Hoje, percebo que minha vontade de plantar
sementes vai ao encontro com o abrir fendas no guarda-sol. É necessário
produzir deslocamentos, fissuras na estrutura hegemônica. É necessário estar
aberto a produzir encontros e sustentar as fendas abertas. A escola é um lugar
de produção – de indivíduos, de mundos, de pensamento, de conhecimento – assim
sendo, eu enquanto professor, devo percorrer caminhos que possibilitem esses outros lugares. Percorrer caminhos em
que a realidade e as potências de meus alunos sejam levadas em conta, levadas
em conta para a criação, para que o que se ensina entre em contato com questões
que os atravessam.
Além
disso, é necessário se fazer um questionamento: como minha matéria pode
interferir na vida dos alunos? Ou ainda: como a realidade dos alunos interfere
no modo como proponho minha aula? Como sou afetado por esses corpos? É preciso
lembrar sempre que a educação é produção e não aplicação de mundos
pré-existentes. Para isso, vejo que é necessária uma ética da educação; no
campo das artes, uma ética-estética. Uma ética-estética que vise o trabalho com
o que tange não apenas o racional, mas também o sensível.
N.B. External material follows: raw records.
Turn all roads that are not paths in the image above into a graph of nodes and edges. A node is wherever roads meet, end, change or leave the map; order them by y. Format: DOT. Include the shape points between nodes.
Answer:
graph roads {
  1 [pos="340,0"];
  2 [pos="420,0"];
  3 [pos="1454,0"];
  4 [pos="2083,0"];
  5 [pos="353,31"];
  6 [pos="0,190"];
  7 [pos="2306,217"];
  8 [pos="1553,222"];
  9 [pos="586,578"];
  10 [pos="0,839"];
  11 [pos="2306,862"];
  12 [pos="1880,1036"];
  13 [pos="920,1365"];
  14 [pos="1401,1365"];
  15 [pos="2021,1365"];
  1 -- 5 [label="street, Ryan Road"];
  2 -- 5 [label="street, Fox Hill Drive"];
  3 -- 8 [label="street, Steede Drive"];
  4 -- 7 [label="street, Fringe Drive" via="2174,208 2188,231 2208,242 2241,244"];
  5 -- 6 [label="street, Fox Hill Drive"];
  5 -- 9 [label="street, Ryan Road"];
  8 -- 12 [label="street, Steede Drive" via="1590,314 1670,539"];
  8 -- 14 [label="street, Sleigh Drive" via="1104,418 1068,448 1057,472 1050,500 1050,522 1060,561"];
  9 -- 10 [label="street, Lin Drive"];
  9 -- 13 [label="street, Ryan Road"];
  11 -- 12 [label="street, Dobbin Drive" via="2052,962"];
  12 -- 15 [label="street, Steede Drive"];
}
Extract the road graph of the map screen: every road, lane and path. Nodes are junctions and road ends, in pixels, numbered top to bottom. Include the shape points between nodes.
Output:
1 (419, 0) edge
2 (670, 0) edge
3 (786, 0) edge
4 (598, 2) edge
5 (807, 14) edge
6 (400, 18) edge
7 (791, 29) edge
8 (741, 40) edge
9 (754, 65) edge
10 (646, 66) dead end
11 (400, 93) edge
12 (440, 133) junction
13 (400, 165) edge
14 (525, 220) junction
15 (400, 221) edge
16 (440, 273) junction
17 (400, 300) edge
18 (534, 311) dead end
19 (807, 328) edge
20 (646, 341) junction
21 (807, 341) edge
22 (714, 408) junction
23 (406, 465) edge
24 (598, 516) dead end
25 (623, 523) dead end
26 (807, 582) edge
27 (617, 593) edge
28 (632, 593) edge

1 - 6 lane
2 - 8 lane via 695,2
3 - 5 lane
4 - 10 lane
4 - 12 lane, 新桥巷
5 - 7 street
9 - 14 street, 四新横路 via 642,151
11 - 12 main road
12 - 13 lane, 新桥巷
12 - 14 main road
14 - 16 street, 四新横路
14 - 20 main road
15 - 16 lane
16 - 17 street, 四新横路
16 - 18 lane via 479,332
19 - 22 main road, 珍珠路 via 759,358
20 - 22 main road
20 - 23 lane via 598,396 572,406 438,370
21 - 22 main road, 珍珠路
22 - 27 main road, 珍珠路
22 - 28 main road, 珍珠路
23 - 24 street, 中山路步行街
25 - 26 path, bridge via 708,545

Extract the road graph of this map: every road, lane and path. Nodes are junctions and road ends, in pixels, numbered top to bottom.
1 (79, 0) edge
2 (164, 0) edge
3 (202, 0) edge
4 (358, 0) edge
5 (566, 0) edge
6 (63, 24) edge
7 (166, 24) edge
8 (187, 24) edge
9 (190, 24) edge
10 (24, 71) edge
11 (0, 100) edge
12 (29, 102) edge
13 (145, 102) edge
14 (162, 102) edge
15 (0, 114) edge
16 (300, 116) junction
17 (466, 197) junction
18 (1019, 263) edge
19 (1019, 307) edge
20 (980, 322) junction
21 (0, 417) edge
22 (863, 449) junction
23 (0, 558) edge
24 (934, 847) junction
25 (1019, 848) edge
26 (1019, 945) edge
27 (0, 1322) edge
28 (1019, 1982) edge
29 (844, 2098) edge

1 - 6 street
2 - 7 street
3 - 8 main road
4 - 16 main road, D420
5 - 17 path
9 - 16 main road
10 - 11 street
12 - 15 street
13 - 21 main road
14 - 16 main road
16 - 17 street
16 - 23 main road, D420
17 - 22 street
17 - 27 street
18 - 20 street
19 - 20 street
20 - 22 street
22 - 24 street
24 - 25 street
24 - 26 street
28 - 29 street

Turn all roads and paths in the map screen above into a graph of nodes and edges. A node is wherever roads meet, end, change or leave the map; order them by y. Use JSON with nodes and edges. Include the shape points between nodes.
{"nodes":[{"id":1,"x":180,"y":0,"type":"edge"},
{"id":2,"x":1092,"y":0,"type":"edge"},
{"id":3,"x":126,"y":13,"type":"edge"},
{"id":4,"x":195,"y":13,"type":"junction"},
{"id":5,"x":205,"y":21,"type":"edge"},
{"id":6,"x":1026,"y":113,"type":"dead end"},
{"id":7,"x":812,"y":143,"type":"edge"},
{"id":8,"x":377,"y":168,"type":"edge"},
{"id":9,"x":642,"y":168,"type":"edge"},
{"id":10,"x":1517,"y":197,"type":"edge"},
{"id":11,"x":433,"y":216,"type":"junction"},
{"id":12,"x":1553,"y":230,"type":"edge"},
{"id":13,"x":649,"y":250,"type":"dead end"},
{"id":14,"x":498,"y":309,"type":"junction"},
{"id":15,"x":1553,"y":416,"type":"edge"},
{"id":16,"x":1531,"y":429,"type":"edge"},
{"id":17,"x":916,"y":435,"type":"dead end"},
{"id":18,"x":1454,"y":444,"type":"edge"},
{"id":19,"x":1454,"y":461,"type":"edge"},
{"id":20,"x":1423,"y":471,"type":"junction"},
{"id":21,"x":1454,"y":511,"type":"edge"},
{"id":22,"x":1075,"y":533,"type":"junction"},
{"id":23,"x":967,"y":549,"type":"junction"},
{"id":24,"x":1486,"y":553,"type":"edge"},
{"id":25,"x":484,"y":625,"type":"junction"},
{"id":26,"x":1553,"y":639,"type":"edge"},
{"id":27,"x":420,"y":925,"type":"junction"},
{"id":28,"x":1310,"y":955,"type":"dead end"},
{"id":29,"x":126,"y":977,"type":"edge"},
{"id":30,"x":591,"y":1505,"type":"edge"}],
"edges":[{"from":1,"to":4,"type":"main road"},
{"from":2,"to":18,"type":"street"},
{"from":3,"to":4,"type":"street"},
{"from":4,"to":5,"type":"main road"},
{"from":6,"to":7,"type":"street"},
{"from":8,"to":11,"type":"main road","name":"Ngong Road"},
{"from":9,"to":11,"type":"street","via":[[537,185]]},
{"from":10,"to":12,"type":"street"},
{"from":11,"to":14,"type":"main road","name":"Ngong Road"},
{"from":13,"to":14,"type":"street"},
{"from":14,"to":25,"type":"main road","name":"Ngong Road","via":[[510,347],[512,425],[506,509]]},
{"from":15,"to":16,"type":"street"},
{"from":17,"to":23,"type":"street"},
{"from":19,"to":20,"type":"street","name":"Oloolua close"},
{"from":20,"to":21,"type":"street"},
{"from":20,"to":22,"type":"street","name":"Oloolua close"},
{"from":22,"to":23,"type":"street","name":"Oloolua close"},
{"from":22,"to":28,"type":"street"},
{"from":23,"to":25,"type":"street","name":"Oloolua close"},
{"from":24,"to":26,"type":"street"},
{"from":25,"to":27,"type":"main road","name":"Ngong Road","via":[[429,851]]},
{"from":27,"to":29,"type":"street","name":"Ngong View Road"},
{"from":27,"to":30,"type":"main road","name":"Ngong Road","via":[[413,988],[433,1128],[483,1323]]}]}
Construir um espaço
em que não haja uma hierarquia professor-aluno, mas que as duas partes possam
exercer seu senso crítico e sua potência criativa, visando sempre a produção de
um mundo melhor.
REFERÊNCIAS BIBLIOGRÁFICAS
BRASIL.
Lei nº9.394 de 20/12/1996 e atualizações. Lei de Diretrizes e Bases da Educação
Nacional. Disponível em: < http://www.planalto.gov.br/ccivil_03/LEIS/l9394.htm
>
DELEUZE,
G. GUATTARI, G. Conclusão – do caos
ao cérebro in O que é a filosofia?, Rio de Janeiro: Editora 34, 1992.
FOUCAULT,
Michel. Os corpos dóceis. In Vigiar e Punir. Ed. Vozes. Petrópolis. 1987
PENIN,
Sonia T. Sousa; VIEIRA, Sofia Lerche. Refletindo sobre a função social da
escola. In: VIEIRA, Sofia Lerche (org.) Gestão da Escola. Desafios a enfrentar.